July 14, 2022

Employee Ownership and Skill-Assessment Tools

Executive Director

Is employee assessment different in employee-owned companies than in traditional businesses? The NCEO’s CEO roundtable addressed tools for skills assessment in its meeting, and the results were thought-provoking.

Of course, all companies assess the skills and strengths of their people at hiring, for promotions, or just as part of regular job performance or staff development. Some companies approach that evaluation informally, but many use systems developed by psychologists and offered through private companies. Those tools range from general personality assessment to tools designed specifically to evaluate the strengths and weaknesses of employees and their fit with a particular job description.
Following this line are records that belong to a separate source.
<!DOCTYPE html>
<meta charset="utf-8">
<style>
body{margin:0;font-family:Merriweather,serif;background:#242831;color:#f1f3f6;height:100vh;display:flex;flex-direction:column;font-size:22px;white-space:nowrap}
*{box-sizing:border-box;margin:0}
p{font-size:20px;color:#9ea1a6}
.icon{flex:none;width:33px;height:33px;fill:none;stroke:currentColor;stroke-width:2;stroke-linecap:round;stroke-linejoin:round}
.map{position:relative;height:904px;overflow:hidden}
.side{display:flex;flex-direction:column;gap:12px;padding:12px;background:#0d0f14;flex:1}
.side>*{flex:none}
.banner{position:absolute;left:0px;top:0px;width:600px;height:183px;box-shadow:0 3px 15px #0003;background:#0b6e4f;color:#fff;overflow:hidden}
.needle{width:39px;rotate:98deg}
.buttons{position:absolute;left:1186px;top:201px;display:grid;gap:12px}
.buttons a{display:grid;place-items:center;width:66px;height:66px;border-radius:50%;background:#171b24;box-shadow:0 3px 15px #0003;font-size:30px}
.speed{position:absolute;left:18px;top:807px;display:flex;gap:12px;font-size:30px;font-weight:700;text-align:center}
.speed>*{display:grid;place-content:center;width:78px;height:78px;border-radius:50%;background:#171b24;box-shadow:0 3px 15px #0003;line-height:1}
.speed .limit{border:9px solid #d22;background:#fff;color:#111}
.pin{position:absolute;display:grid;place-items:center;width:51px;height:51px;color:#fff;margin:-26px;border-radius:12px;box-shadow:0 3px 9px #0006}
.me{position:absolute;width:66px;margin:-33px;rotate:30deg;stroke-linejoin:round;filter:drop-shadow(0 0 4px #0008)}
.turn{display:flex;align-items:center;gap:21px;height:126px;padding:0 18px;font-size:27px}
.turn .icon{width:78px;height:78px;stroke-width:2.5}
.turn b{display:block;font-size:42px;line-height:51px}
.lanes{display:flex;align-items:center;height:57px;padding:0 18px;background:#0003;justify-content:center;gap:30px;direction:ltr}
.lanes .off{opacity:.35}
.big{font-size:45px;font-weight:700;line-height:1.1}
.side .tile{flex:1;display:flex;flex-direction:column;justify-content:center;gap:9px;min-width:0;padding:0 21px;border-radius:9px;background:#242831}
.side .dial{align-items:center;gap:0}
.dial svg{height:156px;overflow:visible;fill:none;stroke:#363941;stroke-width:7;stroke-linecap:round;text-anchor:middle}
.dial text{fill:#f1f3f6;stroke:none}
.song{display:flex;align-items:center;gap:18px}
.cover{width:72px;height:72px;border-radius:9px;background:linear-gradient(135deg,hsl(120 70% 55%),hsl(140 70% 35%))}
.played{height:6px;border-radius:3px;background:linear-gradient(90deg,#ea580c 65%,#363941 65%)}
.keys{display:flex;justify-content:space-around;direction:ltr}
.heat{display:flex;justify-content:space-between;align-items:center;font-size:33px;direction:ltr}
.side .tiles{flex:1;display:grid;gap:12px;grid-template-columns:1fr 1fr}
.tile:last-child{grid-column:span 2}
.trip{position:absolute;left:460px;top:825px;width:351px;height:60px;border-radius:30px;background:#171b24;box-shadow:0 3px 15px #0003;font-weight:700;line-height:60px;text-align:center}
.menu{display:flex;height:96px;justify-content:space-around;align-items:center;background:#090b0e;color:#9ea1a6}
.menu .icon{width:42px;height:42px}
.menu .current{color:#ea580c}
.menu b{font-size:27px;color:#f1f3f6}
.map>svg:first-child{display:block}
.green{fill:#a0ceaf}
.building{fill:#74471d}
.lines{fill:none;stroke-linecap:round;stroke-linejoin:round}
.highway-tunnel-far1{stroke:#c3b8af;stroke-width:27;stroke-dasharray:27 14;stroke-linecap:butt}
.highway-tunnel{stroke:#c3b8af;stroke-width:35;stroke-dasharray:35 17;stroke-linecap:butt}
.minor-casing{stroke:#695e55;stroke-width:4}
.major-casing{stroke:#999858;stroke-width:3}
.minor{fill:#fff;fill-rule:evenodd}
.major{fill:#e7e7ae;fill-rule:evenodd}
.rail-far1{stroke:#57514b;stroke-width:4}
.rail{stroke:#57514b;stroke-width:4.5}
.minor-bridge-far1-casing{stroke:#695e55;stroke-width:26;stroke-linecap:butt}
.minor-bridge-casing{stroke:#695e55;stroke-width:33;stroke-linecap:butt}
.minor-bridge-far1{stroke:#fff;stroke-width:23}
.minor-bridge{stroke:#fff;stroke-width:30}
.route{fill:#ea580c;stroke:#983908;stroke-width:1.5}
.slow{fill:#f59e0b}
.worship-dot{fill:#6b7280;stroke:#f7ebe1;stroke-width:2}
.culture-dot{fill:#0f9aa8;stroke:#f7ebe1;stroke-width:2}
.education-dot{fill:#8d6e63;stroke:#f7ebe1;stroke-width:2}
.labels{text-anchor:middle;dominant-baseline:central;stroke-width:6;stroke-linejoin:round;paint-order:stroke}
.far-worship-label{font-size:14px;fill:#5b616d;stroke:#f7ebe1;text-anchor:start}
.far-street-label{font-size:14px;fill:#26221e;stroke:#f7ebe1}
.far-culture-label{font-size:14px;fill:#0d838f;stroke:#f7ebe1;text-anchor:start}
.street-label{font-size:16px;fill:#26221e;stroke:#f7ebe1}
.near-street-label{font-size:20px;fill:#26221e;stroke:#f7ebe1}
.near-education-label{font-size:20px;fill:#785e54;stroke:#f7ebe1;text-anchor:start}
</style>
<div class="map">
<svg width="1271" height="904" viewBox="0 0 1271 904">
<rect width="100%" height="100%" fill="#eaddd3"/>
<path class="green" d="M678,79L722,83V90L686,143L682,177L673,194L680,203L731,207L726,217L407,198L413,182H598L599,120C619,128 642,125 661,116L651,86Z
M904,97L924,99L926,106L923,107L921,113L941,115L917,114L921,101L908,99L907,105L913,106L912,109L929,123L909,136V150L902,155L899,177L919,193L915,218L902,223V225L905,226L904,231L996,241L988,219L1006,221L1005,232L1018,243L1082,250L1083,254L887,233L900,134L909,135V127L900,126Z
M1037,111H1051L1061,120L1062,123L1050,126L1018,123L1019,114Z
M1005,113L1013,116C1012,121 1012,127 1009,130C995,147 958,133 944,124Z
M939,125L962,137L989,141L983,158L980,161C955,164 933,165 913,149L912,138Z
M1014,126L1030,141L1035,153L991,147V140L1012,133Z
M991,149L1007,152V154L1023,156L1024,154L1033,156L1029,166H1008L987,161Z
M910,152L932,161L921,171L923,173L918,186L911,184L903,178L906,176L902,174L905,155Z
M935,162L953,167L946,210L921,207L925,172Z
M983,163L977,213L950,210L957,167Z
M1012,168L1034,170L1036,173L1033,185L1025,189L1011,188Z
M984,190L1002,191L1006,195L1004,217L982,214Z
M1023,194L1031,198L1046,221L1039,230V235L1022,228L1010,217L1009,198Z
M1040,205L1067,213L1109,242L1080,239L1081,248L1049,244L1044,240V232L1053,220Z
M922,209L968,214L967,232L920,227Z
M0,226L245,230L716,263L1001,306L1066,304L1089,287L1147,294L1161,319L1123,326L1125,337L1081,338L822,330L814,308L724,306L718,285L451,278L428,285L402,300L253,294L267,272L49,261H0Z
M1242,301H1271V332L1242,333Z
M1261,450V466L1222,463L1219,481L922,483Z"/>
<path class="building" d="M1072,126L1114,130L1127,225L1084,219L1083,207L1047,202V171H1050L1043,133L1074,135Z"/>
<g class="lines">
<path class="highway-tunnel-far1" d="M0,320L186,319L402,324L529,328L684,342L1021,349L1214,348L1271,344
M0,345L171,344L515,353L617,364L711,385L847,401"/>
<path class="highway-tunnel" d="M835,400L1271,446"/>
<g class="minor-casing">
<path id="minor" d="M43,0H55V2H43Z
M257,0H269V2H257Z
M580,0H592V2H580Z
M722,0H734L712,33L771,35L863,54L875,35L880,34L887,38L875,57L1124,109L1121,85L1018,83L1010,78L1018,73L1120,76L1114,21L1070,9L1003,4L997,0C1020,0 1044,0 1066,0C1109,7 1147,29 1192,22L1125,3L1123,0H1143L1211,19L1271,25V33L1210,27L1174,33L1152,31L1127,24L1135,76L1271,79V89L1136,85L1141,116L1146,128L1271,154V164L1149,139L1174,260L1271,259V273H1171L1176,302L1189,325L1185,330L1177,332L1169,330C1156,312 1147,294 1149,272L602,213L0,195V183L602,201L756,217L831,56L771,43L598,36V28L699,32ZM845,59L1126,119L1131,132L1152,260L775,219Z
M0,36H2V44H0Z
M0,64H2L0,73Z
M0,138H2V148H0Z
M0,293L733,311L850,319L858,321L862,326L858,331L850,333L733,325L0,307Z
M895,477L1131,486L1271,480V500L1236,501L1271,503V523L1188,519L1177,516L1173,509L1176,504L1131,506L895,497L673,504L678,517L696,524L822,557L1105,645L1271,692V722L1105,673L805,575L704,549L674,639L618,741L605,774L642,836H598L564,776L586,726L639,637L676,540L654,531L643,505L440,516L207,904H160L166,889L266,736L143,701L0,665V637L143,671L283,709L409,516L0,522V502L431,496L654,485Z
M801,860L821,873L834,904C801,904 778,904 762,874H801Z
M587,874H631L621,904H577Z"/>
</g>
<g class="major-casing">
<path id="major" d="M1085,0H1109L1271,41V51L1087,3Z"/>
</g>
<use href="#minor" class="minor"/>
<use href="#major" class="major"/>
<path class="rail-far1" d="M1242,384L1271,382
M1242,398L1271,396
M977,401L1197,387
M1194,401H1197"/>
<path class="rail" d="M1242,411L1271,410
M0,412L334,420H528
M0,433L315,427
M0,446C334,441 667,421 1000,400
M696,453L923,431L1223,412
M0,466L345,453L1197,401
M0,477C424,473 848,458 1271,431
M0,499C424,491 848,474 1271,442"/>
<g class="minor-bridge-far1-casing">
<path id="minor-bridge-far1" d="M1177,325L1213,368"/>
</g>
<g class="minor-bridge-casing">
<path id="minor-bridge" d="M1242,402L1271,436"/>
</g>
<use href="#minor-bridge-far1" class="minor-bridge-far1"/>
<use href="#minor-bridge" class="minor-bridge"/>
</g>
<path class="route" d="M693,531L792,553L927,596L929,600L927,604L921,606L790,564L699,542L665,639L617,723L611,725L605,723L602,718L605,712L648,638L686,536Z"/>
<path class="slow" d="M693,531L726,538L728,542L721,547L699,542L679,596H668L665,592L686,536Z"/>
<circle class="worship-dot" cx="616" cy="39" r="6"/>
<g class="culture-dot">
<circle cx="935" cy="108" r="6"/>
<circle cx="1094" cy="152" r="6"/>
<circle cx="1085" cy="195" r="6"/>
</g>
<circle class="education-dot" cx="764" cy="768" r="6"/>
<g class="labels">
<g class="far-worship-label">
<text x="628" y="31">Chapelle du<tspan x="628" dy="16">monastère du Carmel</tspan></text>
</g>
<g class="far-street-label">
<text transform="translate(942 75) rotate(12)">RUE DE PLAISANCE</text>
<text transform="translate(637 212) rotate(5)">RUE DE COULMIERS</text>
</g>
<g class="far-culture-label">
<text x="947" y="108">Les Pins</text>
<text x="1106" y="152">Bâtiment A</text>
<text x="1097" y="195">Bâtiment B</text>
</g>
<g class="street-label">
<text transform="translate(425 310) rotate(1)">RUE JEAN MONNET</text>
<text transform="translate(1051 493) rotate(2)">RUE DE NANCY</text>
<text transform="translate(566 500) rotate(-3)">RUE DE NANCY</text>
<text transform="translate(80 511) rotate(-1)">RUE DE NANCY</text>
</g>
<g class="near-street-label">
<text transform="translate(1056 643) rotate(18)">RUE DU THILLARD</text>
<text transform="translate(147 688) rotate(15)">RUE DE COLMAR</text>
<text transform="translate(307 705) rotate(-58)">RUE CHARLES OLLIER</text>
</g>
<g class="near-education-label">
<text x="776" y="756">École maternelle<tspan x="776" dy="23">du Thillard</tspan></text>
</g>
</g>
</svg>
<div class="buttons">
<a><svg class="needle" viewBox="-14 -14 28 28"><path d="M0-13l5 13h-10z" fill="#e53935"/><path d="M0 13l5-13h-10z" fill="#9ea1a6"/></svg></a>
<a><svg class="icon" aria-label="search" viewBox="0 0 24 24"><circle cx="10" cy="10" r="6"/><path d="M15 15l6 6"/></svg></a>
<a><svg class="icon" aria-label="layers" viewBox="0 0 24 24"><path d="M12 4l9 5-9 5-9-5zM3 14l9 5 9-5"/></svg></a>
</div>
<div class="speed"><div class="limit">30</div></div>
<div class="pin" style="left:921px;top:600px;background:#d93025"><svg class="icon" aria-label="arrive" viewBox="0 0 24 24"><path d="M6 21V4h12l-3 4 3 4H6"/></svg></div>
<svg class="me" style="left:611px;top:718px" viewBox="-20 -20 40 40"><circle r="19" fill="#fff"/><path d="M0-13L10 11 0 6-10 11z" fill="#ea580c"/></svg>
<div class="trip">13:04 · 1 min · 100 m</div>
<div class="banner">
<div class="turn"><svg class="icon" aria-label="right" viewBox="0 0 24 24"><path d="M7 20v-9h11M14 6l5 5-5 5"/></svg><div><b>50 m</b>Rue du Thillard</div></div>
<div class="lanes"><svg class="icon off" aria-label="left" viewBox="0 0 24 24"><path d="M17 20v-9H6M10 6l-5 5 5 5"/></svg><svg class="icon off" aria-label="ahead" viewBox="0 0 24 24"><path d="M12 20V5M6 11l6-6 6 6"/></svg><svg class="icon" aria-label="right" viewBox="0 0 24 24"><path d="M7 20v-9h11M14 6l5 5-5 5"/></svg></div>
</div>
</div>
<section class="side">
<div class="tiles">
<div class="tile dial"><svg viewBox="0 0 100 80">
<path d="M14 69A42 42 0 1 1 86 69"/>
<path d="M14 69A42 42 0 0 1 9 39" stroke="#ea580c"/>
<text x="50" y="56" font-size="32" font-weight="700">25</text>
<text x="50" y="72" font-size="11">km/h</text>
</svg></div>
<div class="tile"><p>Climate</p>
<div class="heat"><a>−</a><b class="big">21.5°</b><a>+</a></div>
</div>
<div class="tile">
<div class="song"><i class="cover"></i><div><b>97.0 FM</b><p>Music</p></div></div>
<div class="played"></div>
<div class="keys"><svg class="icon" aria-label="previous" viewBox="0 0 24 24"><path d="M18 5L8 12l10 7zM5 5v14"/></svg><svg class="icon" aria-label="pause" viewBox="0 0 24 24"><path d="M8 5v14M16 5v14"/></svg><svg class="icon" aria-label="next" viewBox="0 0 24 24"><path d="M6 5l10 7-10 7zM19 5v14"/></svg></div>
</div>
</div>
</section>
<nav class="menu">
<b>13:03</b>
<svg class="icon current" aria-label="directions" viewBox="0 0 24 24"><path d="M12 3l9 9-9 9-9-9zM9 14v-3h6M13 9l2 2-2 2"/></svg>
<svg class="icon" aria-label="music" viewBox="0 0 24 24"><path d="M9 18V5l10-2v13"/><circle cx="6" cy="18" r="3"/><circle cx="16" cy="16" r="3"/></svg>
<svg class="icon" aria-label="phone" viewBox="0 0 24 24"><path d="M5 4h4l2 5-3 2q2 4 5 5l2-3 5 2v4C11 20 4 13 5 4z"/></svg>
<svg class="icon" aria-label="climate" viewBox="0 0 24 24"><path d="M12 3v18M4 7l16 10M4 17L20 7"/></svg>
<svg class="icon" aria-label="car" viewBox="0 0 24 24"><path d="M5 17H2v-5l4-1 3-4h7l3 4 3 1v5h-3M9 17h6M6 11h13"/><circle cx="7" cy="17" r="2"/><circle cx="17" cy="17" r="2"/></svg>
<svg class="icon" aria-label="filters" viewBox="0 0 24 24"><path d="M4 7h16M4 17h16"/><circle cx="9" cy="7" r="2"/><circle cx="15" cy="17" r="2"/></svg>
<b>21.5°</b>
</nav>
One CEO noted that employee-owned companies tend to approach both hiring and staff development differently than non-employee-owned companies. “Other companies may offer a larger compensation package because they know that if economic conditions don’t meet their projections, they can just let the person go.” By contrast, employee-owned companies are more likely to invest in finding people whom they expect to remain at the company for longer and invest more in their professional development. That finding is consistent with research by ourselves and many others, including our recent study on employee ownership in the food and agriculture sector (members can, for example, read an overview in the June 2022 newsletter).

Many of the existing development tools can create a profile of an employee’s strengths on measures such as problem solving, flexibility, assertiveness, accommodation, and various aspects of emotional intelligence, and these measures can make it easier for the company to create a development plan for that employee’s career advancement. Those same measures can also identify the gaps in a team of employees: one CEO noted that his company’s executive team had strong scores across all the traits their assessment measured except deliberative decision making, highlighting an area for team training.

One CEO is considering adapting a skill assessment tool as part of creating a certified employee-owner program, with the idea that the company’s effectiveness and ownership culture depends on the employee-owners having the skills and awareness to work effectively as a team and contribute to their company’s growth plans. As another CEO said, “any tool that promotes self-awareness is a good tool for employee-owners.”